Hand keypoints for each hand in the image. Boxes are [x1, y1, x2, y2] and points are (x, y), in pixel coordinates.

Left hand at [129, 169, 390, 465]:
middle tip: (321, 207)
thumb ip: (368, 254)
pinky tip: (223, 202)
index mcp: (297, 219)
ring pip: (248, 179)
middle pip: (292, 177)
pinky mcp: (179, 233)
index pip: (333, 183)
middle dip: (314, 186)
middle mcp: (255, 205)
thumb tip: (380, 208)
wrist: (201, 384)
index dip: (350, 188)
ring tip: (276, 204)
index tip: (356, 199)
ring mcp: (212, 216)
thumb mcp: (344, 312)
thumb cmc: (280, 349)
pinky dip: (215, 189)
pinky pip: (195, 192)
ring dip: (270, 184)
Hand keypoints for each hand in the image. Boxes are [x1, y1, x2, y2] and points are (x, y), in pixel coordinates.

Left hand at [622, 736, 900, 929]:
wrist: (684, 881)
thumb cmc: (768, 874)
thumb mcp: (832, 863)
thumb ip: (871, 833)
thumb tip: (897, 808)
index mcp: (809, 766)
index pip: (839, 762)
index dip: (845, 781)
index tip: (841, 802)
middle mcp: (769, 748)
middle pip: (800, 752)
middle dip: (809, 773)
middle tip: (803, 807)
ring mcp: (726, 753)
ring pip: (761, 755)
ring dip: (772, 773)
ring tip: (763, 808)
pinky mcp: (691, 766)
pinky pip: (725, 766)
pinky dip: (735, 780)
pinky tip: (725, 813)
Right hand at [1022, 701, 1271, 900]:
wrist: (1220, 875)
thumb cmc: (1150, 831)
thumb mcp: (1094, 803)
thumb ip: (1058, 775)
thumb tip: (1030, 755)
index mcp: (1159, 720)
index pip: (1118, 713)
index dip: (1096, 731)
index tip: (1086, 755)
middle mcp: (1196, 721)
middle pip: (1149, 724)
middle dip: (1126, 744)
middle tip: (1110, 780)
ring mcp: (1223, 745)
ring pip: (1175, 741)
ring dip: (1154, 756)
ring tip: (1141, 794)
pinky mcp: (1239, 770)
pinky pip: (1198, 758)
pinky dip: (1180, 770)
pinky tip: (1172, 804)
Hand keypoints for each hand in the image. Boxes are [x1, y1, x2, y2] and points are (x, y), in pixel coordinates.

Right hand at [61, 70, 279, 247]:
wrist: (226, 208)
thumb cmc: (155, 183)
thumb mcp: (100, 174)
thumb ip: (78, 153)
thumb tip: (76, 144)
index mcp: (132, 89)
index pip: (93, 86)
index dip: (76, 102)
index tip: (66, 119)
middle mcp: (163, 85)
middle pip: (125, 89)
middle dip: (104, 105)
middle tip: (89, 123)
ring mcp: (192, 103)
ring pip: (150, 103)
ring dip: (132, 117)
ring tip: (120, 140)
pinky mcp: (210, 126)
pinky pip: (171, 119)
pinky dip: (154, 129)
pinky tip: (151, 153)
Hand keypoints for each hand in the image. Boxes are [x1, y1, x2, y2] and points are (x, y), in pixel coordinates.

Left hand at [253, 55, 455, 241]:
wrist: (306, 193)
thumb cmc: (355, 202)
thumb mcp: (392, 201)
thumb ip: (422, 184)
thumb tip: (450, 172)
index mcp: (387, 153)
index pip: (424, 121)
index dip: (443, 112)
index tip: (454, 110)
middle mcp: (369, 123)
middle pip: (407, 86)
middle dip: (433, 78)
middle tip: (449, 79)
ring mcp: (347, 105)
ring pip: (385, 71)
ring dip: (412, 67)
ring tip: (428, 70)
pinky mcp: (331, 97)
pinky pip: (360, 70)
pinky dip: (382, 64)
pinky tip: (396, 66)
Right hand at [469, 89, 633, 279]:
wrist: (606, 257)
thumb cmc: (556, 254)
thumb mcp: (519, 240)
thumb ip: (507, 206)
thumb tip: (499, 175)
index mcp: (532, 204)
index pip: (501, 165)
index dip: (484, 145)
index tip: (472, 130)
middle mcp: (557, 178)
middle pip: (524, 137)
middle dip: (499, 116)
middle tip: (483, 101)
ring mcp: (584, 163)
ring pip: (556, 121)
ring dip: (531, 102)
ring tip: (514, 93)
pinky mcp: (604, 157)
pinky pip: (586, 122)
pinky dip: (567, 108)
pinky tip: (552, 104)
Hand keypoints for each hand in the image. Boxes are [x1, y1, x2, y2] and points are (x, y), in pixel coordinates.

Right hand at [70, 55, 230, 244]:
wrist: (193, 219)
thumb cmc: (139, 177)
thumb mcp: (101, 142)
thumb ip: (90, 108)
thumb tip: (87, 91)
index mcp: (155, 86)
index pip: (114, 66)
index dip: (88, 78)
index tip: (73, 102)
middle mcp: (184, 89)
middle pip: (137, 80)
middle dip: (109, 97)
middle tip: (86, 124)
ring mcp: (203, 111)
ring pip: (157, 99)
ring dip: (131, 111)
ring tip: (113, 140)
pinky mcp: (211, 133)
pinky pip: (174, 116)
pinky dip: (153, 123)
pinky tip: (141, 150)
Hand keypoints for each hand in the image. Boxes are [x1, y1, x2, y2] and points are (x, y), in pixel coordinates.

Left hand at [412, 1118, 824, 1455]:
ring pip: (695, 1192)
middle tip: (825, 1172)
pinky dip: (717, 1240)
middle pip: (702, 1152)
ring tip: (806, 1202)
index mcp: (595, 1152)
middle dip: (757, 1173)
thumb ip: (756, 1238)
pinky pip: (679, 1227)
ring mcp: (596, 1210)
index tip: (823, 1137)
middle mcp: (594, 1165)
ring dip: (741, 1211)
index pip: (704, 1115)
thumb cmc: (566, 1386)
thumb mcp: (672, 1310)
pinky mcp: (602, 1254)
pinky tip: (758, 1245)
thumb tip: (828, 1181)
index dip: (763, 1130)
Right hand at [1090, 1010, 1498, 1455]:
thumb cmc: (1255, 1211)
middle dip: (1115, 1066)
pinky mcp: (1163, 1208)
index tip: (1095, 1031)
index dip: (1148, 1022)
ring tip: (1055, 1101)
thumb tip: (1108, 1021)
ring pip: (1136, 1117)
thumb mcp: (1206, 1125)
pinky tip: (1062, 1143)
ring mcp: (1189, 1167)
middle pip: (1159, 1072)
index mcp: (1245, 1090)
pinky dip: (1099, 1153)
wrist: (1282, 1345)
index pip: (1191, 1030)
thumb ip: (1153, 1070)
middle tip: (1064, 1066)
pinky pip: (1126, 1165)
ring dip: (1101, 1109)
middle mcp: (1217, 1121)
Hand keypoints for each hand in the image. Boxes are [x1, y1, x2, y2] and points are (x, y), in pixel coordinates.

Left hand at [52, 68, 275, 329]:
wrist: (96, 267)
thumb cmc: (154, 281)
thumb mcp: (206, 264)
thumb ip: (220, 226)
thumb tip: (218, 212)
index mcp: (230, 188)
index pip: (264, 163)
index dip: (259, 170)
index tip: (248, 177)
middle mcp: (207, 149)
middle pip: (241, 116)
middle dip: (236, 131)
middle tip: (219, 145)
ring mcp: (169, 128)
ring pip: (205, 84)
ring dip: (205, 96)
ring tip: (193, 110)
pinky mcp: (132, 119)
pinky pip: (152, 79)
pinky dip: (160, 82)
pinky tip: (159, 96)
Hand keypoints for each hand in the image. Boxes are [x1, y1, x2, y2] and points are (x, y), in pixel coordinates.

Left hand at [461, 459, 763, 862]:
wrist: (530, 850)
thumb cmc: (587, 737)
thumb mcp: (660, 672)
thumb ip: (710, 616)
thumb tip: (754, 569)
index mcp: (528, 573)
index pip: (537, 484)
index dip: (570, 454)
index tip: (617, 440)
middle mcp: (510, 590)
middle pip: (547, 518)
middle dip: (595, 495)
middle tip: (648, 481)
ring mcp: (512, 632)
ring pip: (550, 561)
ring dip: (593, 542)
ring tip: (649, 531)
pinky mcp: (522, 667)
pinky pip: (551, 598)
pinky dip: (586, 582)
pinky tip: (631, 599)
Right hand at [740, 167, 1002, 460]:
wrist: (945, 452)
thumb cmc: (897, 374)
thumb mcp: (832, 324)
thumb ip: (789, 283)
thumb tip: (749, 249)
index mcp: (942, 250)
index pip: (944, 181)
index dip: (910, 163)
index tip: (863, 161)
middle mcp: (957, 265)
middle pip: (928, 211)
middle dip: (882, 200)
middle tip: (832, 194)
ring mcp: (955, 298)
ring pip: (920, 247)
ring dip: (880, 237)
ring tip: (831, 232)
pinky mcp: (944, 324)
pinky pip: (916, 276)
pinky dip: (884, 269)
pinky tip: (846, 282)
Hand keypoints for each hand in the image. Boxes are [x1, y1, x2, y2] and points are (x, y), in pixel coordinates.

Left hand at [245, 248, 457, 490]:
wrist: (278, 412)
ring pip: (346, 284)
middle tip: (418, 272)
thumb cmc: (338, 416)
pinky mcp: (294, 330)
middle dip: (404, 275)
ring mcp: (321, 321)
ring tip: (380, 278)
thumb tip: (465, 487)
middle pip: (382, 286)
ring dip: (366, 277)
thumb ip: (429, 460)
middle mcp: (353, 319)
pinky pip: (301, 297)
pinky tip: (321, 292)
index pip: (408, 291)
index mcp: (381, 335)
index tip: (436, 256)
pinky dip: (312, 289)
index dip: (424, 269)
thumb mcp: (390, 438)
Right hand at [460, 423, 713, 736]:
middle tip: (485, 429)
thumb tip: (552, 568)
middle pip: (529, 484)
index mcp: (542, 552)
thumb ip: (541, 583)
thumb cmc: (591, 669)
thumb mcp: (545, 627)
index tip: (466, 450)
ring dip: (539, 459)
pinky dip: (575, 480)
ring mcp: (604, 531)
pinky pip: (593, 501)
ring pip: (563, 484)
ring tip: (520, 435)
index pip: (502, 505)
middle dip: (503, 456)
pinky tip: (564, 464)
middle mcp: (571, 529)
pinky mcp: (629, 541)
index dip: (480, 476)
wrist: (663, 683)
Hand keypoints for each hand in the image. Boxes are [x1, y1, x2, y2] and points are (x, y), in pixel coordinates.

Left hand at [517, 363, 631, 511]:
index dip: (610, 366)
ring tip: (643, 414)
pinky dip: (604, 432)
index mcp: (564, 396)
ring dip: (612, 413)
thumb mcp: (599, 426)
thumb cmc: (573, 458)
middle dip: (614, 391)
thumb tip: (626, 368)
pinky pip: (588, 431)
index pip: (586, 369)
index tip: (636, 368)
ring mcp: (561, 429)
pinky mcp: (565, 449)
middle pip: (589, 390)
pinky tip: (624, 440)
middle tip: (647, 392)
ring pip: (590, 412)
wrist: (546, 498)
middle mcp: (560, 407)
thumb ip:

Exercise instructions => Everything from the line with "middle mcp: (1196, 721)" through the line with "pinky tip: (1172, 804)" in the listing above must be retyped exactly, with nothing added.

Final answer =>
middle mcp: (1196, 721)
middle pip: (1149, 724)
middle dip: (1126, 744)
middle tip: (1110, 780)
ring mcp: (1223, 745)
ring pip: (1175, 741)
ring dip: (1154, 756)
ring tip: (1141, 794)
pinky mcp: (1239, 770)
pinky pip: (1198, 758)
pinky dip: (1180, 770)
pinky tip: (1172, 804)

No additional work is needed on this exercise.